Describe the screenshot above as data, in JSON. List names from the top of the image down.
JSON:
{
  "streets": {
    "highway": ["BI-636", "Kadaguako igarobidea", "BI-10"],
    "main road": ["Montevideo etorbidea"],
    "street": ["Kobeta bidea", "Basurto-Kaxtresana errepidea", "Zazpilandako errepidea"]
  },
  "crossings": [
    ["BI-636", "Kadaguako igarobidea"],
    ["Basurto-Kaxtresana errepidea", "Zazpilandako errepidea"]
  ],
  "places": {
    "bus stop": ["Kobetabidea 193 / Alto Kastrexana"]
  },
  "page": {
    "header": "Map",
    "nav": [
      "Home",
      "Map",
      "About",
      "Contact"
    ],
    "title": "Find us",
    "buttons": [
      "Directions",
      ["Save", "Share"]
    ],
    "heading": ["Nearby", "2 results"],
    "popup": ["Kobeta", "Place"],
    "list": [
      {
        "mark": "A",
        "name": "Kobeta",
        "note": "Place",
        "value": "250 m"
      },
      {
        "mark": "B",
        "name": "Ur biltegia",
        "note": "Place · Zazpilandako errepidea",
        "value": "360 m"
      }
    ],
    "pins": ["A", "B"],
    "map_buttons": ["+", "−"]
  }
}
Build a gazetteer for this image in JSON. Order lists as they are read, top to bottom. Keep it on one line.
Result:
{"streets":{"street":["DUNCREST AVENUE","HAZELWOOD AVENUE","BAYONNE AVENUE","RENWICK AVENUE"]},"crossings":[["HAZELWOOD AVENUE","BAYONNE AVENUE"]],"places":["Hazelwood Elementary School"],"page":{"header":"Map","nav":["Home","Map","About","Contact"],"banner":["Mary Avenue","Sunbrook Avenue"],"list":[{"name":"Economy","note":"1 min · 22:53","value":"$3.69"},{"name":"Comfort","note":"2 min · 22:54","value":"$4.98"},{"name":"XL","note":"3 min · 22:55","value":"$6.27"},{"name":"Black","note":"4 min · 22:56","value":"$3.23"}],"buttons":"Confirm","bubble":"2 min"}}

▶ _WORK TO COMPLETE_: Copy every line where the word "streets" is present in the entries above.

▶ _SOLUTION_:
  "streets": {
{"streets":{"street":["DUNCREST AVENUE","HAZELWOOD AVENUE","BAYONNE AVENUE","RENWICK AVENUE"]},"crossings":[["HAZELWOOD AVENUE","BAYONNE AVENUE"]],"places":["Hazelwood Elementary School"],"page":{"header":"Map","nav":["Home","Map","About","Contact"],"banner":["Mary Avenue","Sunbrook Avenue"],"list":[{"name":"Economy","note":"1 min · 22:53","value":"$3.69"},{"name":"Comfort","note":"2 min · 22:54","value":"$4.98"},{"name":"XL","note":"3 min · 22:55","value":"$6.27"},{"name":"Black","note":"4 min · 22:56","value":"$3.23"}],"buttons":"Confirm","bubble":"2 min"}}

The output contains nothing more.